Batlle, su muerte y la crisis importada.

Ante su muerte me  llamé en las redes a un PPS, ¿recuerdan? , un profundo y prolongado silencio. Fue la mejor manera que encontré de respetar su muerte.

Eso, voy a intentar mantenerlo, pero me interesa analizar las reflexiones de altos mandos colorados y blancos, que me han hecho reflexionar sobre el  mensaje subliminal, la semiótica del mismo.

Parece ser, según varios políticos que Batlle nos salvó de una “crisis importada” en la que además, ya que estamos; ninguno de los opinantes tuvo absolutamente nada que ver. Llegó  de afuera, no tenemos nada que ver, y con Batlle y su astucia, salvamos el país!!

Parece ser, según se desprende de sus palabras,  que ninguno estaba en el Gobierno, o en los Ministerios, o en el Parlamento  o las Empresas Públicas. O que tampoco estuvieron en el Gobierno de Lacalle y Sanguinetti. ¿No se llamaban gobiernos de, “entonación nacional”, “coalición nacional”  y otras yerbas? Pues bien, fue justamente  ahí,  que se gestaron las causas de la profunda crisis social y económica del Uruguay en 2002.

La crisis del 2002 fue la muerte anunciada de un país y de un modelo, todos sabían que no había salida pero mantuvieron hasta el final, flotación controlada, que fundió al Uruguay.

Desregularon y precarizaron el trabajo, abrieron mercados para la salud, la educación y las jubilaciones aumentando la brecha en la calidad y acceso a los servicios, ya que a los servicios públicos los dejaron sin presupuestos.

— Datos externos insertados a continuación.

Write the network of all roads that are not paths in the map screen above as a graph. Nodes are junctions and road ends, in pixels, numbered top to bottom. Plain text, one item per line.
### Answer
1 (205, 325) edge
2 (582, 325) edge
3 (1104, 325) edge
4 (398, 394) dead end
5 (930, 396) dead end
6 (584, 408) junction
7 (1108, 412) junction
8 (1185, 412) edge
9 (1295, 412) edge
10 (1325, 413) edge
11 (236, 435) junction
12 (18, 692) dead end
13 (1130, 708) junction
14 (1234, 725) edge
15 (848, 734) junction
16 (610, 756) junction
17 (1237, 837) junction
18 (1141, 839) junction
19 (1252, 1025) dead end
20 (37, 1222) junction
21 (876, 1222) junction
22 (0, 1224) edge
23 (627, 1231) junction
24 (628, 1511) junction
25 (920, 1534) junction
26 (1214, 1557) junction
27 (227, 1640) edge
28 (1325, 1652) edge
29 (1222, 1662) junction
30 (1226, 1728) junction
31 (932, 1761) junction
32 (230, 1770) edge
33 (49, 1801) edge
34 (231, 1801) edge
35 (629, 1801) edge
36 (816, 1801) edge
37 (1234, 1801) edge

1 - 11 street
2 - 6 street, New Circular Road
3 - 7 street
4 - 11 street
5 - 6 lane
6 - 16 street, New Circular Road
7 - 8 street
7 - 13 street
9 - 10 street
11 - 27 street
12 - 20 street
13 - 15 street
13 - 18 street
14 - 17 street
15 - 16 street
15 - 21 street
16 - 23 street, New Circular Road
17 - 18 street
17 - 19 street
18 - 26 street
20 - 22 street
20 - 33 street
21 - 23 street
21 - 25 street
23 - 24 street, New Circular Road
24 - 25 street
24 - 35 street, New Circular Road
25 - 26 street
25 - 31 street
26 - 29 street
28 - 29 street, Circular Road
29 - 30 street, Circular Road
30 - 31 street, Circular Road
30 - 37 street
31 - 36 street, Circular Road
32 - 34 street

La apertura de la economía se llevó puesta la industria nacional, y un Estado débil y ausente abrió las puertas al fin del Uruguay  integrado socialmente. Fue la antesala de la crisis del 2002, fue endógena, propia, fueron opciones de política tomadas por quienes hoy quieren hacer aparecer a la misma como importada.

Es bueno de todas formas mirar que pasaba en el barrio y en el mundo.

En 1990 se creó el Mercosur, y en esa década transcurrió la primera experiencia de un “Mercosur ideológico”. Sí, porque parece que el pecado de la ideología es solo potestad de la izquierda. Si hubo un Mercosur ideológico ese fue el impulsado por Collor de Melo, Wasmosy, Menen y Lacalle. Un Mercosur neoliberal, profundamente ideológico, y aplicaron todas las recetas neoliberales del Consenso de Washington.

Los resultados ya son más que conocidos terminamos la década de los 90 con los peores indicadores de distribución de la riqueza, aumento de la pobreza, endeudamiento externo e interno y Uruguay sobrevivió porque un amigo de  J. Batlle, ex presidente de EE.UU, le mandó un avión con plata para que abrieran los bancos. Si eso, increíble no? Que un país dependa de la voluntad de un amigo; lo aclaro porque muchos de las nuevas generaciones no lo saben, y quedan asombrados.

Pero, en  ese mismo momento y en ese mismo mundo, los países asiáticos ya habían  tomado  otro camino. Promovieron Estados fuertes, invirtieron en educación (nos pasaron por arriba, nos sacaron 50 puntos en finalización de secundaria), promovieron la innovación y las industrias exigiendo contrapartidas tecnológicas y de productividad. Y se hicieron tigres…los Tigres Asiáticos. En el mismo mundo que nosotros entonces me pregunto, ¿fue suerte? ¿O fue que tomaron decisiones de política pública diferentes?

Resumiendo, los comentaristas de la muerte de Jorge Batlle nos quieren inducir a pensar que la crisis vino de afuera, y no que la generaron políticas equivocadas de Entonación Nacional, impulsadas por Gobiernos blancos y colorados.

Dejen a Jorge Batlle descansar en paz, y no lo usen para cambiar una historia que los pone como primeros responsables de lo que sufrió la gente de carne y hueso de este bendito país.